**Task objective:**
Treat the line containing "I need the junctions" as the first line and the final line of the material below as the last; reproduce that range exactly.

**Records:**
^^^^^^^^
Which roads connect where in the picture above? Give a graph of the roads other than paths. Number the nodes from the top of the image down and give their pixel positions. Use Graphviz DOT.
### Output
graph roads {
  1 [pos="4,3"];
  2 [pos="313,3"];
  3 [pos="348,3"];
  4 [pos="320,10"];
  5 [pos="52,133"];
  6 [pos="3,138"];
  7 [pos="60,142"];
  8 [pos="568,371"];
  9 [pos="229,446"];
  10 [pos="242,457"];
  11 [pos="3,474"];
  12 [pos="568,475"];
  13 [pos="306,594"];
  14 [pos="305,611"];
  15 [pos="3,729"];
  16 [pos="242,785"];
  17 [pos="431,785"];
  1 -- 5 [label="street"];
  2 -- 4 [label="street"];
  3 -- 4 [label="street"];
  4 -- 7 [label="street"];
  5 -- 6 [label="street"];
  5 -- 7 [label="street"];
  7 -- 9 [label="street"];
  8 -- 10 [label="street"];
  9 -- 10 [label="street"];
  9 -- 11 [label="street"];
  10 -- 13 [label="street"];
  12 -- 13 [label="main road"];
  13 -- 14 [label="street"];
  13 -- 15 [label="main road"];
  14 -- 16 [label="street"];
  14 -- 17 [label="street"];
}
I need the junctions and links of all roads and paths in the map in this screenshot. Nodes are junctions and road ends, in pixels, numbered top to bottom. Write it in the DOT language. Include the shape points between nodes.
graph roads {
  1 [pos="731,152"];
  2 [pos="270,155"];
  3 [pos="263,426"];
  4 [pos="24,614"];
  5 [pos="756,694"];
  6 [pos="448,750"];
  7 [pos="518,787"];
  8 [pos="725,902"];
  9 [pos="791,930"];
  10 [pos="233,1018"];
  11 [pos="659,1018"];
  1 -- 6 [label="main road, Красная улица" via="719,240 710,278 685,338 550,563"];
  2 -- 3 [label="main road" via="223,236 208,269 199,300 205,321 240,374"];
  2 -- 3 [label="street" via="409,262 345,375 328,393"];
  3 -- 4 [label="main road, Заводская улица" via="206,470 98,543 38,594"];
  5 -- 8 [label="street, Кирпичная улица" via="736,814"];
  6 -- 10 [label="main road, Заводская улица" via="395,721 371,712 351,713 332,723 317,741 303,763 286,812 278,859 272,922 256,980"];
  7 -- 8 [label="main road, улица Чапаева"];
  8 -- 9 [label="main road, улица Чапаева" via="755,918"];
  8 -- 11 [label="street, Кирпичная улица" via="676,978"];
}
^^^^^^^^
**Answer to this problem:**
I need the junctions and links of all roads and paths in the map in this screenshot. Nodes are junctions and road ends, in pixels, numbered top to bottom. Write it in the DOT language. Include the shape points between nodes.
graph roads {
  1 [pos="731,152"];
  2 [pos="270,155"];
  3 [pos="263,426"];
  4 [pos="24,614"];
  5 [pos="756,694"];
  6 [pos="448,750"];
  7 [pos="518,787"];
  8 [pos="725,902"];
  9 [pos="791,930"];
  10 [pos="233,1018"];
  11 [pos="659,1018"];
  1 -- 6 [label="main road, Красная улица" via="719,240 710,278 685,338 550,563"];
  2 -- 3 [label="main road" via="223,236 208,269 199,300 205,321 240,374"];
  2 -- 3 [label="street" via="409,262 345,375 328,393"];
  3 -- 4 [label="main road, Заводская улица" via="206,470 98,543 38,594"];
  5 -- 8 [label="street, Кирпичная улица" via="736,814"];
  6 -- 10 [label="main road, Заводская улица" via="395,721 371,712 351,713 332,723 317,741 303,763 286,812 278,859 272,922 256,980"];
  7 -- 8 [label="main road, улица Чапаева"];
  8 -- 9 [label="main road, улица Чапаева" via="755,918"];
  8 -- 11 [label="street, Кирпичная улица" via="676,978"];
}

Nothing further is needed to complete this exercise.